Au pays de l’élevage intensif de cochons hors-sol et de l’épandage incontrôlé, sept communes du centre de la Bretagne visent l’autonomie énergétique d’ici dix ans. Le reportage de Thibault Lefèvre au cœur du territoire du Mené.

Les 6 500 habitants du Mené sont répartis entre sept comunes (Collinée, Langourla, Le Gouray, Saint-Gilles du Méné, Plessala, Saint-Gouéno, Saint-Jacut du Mené) à une quarantaine de kilomètres au sud de Saint-Brieuc.

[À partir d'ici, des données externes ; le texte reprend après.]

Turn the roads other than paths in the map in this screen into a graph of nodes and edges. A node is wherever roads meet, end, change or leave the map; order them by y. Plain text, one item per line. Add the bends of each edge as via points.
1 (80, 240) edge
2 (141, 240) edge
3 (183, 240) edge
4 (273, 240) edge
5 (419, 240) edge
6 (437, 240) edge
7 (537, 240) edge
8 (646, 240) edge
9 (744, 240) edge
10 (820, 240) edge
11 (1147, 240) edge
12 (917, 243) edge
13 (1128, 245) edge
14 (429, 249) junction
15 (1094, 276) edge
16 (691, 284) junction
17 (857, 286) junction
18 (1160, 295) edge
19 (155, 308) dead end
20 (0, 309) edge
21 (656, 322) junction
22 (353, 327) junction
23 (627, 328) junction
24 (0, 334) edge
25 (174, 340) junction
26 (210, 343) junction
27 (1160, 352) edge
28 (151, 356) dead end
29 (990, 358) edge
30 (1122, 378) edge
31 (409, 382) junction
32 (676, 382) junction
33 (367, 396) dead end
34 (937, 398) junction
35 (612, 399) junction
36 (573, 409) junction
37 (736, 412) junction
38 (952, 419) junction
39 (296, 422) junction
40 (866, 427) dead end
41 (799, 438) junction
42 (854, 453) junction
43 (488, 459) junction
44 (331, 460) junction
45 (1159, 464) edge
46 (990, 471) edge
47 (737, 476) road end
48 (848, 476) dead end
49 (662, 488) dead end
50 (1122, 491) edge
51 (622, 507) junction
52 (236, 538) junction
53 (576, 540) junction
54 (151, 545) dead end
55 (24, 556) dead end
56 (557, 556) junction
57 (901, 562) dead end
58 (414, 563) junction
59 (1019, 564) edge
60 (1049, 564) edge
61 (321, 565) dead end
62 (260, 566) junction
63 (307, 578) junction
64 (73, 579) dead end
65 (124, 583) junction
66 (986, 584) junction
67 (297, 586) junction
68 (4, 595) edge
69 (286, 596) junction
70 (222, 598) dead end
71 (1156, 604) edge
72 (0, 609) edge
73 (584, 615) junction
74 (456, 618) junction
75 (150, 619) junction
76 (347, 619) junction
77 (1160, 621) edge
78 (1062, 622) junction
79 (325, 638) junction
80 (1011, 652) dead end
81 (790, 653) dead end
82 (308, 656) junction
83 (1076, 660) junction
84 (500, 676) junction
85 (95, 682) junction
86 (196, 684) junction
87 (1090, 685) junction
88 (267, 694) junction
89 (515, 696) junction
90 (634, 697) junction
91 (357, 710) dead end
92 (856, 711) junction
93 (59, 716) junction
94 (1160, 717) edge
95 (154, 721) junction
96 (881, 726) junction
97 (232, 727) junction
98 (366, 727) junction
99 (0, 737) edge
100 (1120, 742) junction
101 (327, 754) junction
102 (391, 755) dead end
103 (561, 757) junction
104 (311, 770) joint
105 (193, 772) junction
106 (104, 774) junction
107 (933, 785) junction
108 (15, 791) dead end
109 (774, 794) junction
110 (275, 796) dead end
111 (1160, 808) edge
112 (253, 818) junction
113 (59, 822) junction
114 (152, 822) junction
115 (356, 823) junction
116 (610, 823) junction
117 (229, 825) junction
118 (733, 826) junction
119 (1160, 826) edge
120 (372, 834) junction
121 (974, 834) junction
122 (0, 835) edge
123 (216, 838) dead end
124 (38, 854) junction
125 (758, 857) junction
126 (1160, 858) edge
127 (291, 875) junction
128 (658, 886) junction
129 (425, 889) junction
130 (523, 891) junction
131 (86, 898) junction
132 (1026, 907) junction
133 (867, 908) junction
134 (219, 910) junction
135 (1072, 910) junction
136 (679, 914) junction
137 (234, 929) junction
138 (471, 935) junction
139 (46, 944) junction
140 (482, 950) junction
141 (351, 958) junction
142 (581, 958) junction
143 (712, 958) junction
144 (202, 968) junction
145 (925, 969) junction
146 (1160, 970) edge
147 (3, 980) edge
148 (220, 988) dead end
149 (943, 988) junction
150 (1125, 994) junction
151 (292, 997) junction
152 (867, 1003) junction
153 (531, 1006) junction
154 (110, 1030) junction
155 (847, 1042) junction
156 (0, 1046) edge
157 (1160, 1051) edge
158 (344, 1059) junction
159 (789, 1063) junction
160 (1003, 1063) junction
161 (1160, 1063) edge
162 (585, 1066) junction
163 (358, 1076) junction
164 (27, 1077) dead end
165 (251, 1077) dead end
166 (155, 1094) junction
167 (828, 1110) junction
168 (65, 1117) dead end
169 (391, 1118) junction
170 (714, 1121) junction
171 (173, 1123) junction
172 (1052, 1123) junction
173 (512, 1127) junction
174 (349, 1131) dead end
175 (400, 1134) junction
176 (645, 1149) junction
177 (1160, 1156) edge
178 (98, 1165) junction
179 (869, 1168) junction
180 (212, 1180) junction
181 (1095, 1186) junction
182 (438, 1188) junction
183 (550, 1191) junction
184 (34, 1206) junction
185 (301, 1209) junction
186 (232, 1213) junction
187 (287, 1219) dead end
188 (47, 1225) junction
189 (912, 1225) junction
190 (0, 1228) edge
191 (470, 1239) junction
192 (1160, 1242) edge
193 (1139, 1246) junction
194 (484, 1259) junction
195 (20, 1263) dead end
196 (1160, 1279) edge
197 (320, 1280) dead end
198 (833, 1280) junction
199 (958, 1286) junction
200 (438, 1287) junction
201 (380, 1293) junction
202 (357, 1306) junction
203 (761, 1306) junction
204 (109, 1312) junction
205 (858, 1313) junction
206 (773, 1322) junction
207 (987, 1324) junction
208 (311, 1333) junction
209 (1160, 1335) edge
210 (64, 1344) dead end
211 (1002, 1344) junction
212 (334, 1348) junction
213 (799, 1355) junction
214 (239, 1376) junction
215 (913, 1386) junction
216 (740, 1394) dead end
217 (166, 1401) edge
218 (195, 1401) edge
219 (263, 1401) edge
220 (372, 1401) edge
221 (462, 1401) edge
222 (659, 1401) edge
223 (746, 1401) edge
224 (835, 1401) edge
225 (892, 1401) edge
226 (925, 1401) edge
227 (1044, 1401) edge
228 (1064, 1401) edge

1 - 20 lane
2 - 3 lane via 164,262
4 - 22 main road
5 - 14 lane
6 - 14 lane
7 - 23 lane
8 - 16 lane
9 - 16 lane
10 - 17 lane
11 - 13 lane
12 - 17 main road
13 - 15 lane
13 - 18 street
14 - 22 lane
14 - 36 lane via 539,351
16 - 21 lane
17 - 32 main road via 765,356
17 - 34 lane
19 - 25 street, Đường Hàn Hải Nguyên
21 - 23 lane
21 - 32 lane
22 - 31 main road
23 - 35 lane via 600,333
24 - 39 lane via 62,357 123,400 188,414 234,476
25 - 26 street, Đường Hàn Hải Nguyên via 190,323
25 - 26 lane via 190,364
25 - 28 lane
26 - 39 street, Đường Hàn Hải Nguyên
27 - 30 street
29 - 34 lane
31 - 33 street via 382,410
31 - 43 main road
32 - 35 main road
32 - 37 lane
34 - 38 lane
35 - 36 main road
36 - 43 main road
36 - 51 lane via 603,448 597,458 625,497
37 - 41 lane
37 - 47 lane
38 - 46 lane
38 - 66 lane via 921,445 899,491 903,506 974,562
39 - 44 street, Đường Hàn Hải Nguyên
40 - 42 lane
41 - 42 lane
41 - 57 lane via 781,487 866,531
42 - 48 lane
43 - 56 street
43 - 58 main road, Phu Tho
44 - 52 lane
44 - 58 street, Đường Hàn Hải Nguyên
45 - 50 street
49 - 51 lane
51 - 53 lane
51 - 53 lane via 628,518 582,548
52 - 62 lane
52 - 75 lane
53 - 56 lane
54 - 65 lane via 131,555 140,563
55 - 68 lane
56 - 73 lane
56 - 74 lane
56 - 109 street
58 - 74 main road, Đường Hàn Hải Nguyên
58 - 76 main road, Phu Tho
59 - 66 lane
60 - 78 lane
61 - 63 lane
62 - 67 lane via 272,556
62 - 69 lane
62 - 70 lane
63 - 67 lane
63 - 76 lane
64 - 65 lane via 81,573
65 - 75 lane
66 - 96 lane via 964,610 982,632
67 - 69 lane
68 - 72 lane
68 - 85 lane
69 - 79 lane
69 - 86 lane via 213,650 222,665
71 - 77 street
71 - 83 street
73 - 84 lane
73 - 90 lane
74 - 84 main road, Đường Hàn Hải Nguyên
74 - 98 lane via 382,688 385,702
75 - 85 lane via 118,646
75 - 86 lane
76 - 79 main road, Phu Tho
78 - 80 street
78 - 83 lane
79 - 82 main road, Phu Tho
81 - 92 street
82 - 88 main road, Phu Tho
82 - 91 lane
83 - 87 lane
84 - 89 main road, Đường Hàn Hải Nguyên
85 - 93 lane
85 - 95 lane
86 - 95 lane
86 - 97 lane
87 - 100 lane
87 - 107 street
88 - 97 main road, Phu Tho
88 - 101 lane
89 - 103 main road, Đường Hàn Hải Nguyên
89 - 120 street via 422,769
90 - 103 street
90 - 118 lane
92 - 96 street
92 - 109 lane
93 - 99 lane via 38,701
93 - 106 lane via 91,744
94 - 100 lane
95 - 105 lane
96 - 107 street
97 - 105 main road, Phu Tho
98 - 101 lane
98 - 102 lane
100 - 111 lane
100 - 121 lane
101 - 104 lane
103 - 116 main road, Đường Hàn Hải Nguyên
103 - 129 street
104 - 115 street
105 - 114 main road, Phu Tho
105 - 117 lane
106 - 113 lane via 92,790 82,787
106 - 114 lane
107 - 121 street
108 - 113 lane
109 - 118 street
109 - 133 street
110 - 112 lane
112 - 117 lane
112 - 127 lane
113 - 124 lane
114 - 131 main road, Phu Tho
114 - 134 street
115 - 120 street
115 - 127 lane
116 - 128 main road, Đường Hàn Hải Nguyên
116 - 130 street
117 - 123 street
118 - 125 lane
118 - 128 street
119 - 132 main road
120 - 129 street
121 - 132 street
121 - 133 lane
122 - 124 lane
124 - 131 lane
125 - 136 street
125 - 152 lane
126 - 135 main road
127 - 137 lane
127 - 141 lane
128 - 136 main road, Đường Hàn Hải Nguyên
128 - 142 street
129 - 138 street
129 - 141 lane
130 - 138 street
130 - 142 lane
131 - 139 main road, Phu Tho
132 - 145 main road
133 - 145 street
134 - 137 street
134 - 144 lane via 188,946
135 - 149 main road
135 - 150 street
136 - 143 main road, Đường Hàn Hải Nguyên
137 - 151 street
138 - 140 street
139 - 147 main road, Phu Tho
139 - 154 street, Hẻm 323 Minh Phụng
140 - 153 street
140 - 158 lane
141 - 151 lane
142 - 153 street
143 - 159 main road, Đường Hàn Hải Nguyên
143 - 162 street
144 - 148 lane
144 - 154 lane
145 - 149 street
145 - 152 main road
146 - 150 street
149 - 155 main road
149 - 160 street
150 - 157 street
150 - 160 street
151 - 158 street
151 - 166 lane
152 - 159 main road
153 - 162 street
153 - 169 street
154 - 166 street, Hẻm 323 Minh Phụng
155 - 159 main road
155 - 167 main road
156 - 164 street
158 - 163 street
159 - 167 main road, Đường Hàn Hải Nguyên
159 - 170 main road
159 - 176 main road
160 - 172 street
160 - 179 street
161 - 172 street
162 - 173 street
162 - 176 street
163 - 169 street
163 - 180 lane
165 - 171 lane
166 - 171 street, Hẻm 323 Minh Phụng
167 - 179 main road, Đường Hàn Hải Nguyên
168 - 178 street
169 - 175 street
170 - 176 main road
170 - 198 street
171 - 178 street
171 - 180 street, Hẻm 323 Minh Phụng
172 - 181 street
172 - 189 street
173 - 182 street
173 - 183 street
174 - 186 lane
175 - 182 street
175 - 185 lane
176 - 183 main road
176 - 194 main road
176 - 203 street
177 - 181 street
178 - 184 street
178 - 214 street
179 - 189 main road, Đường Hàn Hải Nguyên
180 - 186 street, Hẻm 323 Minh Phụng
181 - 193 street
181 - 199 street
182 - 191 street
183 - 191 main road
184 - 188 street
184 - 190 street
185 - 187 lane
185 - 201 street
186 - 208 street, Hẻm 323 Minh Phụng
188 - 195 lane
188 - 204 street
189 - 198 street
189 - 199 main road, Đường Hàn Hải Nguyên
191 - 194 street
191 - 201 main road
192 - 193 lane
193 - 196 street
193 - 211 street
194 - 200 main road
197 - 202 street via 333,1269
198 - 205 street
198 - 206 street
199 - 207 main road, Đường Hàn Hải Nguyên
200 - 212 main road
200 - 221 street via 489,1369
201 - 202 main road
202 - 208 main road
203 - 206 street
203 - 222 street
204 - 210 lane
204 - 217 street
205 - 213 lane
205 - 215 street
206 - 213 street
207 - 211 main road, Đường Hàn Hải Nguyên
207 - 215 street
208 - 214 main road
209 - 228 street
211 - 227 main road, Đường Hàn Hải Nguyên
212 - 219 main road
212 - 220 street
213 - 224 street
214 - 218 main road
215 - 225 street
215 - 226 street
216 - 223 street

### Une tradition d'entraide et de réflexion collective Dans les années 60, les premières réunions pour redynamiser un territoire peu doté en ressources naturelles sont organisées à l’initiative d’un homme : un prêtre sociologue, Paul Houée. Il mène l’opération “Le Méné, un pays qui ne veut pas mourir” avec un objectif : “amener une population à se prendre en main” et des slogans comme “Ni à gauche, ni à droite mais tout droit” ou “cultiver nos racines pour déployer nos branches.”C’est cet esprit coopératif, collectif, ces assemblées citoyennes composées de 500 à 600 personnes qui a abouti à une reprise en main industrielle d’abord à la fin des années 70, puis au tournant écologique décidé au milieu des années 90 et enclenché à partir des années 2000. ### L'autonomie énergétique d'ici 2025
Le Mené veut devenir un territoire à énergie positive d’ici 2025, pour tous les usages : chaleur, électricité, mobilité et industrie autrement dit viser l’autosuffisance énergétique d’ici dix ans. Aujourd’hui le territoire produit 30% de l’énergie qu’il consomme. Il appartient au réseau des Tepos, 50 régions françaises qui produisent plus d’énergie qu’elles n’en consomment. La loi de juillet 2015 sur la transition énergétique a mis en place un fonds spécial d’1,5 milliards d’euros pour renforcer les initiatives locales exemplaires en matière de transition énergétique. Le territoire du Mené a été retenu parmi 212 collectivités sélectionnées comme “ territoires à énergie positive pour la croissance verte" (TEPCV). Il a obtenu à ce titre une enveloppe de 500 000 euros. Depuis 10 ans, argent public et privé confondu, 30 millions d’euros ont été investis dans les énergies renouvelables au Mené. La subvention TEPCV du ministère de l'Écologie représente un peu moins de 2% de cette somme.